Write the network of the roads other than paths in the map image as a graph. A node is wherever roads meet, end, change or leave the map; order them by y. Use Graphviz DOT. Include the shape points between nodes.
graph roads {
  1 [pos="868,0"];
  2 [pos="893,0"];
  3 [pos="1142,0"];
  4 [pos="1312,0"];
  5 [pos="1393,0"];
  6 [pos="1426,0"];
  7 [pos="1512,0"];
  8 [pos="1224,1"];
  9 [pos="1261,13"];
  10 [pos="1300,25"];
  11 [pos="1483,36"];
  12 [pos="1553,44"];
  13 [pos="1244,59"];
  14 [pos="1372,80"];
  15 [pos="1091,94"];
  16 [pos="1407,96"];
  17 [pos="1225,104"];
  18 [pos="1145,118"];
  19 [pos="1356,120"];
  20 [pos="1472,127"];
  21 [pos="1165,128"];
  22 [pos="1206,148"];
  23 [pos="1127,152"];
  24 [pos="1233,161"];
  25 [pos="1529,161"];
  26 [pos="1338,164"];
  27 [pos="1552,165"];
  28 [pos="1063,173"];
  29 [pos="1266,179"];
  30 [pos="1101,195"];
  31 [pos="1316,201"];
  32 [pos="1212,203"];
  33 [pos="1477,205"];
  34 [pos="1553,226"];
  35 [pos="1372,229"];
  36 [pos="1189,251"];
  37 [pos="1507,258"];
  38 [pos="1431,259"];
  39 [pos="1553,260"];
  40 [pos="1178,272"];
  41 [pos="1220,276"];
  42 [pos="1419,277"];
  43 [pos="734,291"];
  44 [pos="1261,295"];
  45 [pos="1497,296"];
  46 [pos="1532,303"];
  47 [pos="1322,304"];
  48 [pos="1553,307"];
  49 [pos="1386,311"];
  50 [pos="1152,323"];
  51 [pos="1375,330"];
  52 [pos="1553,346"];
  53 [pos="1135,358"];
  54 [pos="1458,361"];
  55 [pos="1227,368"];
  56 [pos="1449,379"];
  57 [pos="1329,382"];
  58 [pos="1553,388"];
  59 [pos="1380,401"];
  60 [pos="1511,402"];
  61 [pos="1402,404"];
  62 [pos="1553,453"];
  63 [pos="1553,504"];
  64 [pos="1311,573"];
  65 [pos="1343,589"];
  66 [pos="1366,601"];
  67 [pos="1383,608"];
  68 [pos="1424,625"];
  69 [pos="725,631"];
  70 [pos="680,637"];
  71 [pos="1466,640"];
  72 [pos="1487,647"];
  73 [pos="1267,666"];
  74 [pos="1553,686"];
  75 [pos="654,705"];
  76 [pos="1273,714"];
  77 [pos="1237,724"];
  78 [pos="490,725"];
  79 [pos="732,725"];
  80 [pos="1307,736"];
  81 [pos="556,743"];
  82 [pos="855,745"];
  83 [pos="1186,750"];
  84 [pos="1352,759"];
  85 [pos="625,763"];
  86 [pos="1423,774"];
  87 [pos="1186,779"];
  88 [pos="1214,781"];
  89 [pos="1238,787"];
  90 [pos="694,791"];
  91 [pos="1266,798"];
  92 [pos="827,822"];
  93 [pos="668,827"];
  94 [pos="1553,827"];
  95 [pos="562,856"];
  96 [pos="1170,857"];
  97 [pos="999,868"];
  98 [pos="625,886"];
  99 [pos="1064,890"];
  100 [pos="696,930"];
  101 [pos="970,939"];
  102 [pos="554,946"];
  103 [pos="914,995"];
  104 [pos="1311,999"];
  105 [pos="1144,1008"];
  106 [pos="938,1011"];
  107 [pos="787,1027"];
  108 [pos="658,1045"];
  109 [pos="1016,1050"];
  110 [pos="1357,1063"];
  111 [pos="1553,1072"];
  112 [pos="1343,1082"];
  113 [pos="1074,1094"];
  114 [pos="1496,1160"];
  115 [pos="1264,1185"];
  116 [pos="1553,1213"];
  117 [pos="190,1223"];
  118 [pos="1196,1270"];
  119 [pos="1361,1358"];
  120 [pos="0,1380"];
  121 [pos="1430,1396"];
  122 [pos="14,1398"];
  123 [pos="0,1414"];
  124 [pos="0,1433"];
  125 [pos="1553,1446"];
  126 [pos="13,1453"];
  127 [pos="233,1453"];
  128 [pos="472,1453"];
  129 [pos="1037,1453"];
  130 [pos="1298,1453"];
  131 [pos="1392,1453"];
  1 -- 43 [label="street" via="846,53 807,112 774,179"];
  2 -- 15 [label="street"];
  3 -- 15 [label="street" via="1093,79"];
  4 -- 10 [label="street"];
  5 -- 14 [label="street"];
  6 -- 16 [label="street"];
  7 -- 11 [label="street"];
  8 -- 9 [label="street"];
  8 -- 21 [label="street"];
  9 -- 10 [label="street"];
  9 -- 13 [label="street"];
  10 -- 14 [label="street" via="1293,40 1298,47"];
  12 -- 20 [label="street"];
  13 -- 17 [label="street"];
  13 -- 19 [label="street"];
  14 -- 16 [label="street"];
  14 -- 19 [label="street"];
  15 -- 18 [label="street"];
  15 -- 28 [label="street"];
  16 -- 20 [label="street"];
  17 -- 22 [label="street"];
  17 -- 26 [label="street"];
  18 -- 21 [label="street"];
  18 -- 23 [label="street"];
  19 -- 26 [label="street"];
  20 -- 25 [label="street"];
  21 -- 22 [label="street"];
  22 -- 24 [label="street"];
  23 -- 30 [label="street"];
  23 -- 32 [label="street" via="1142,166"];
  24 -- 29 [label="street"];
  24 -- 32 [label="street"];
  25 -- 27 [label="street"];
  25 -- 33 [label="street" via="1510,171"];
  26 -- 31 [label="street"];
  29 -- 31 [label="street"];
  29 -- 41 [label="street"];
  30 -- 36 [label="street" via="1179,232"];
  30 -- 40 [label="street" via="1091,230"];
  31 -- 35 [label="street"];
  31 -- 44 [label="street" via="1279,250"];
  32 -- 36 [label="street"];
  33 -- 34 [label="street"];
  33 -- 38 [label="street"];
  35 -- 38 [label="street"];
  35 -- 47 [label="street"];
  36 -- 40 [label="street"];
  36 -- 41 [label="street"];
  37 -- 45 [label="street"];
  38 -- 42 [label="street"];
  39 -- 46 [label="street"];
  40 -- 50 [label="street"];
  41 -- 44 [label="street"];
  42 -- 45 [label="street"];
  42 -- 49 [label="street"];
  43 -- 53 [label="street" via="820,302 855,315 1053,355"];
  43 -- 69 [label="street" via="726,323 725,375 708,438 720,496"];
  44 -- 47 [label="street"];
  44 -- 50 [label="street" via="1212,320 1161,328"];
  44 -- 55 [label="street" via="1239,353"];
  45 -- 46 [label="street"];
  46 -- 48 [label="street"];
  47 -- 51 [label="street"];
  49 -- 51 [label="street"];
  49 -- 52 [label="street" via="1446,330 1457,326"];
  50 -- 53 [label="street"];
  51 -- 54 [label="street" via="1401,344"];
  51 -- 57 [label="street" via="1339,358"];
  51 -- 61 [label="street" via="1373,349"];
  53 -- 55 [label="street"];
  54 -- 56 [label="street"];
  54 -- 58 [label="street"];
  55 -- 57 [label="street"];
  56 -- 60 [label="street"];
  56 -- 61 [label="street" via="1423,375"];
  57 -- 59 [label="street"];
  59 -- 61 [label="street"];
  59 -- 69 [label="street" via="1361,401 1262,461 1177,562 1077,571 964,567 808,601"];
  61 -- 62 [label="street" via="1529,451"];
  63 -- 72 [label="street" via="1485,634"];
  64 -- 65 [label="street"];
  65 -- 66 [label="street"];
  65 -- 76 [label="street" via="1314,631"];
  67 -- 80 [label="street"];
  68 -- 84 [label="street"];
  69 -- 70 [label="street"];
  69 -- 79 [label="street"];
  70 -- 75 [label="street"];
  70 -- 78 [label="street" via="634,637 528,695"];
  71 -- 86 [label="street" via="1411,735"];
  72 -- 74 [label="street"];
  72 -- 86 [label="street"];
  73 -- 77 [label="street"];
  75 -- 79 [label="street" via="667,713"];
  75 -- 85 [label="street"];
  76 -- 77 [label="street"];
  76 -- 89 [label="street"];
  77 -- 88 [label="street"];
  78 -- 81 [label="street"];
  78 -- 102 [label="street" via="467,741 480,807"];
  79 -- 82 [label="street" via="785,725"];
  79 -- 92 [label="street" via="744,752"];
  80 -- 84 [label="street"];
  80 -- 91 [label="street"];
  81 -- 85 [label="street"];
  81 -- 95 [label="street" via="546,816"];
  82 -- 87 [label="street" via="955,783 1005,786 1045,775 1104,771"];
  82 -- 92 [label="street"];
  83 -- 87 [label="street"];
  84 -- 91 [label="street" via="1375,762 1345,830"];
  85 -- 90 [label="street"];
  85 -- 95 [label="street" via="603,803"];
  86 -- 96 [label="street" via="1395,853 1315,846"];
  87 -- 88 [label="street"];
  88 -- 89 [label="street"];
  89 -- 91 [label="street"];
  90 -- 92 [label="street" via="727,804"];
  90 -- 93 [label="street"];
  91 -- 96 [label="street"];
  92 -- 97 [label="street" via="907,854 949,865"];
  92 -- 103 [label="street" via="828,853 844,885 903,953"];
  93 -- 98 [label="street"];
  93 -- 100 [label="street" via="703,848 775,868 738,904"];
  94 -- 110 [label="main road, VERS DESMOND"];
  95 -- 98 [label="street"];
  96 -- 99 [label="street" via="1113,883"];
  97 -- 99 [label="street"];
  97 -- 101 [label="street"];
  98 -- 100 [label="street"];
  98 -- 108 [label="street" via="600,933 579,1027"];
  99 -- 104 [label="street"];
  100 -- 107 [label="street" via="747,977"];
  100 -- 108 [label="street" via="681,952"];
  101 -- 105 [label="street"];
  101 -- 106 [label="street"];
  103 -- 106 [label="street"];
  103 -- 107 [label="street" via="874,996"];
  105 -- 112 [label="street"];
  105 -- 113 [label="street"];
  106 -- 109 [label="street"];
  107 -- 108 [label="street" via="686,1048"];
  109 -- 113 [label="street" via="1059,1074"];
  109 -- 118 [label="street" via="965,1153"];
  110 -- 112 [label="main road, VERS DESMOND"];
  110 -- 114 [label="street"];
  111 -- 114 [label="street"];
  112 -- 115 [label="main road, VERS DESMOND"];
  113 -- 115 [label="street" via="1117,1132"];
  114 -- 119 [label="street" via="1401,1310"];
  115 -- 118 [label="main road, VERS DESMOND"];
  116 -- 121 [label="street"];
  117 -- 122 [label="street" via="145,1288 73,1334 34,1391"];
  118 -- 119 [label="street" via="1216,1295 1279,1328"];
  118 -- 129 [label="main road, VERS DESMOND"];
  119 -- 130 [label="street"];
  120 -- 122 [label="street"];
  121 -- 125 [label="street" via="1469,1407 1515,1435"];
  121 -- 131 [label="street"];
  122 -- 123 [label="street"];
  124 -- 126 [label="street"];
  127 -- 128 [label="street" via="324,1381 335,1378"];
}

◇ ◇ ◇

■ WORK ORDER: Within the data above, find the lines that contain the word "VERS" and copy each of them.

■ RESULT OF THIS EXERCISE:
  94 -- 110 [label="main road, VERS DESMOND"];
  110 -- 112 [label="main road, VERS DESMOND"];
  112 -- 115 [label="main road, VERS DESMOND"];
  115 -- 118 [label="main road, VERS DESMOND"];
  118 -- 129 [label="main road, VERS DESMOND"];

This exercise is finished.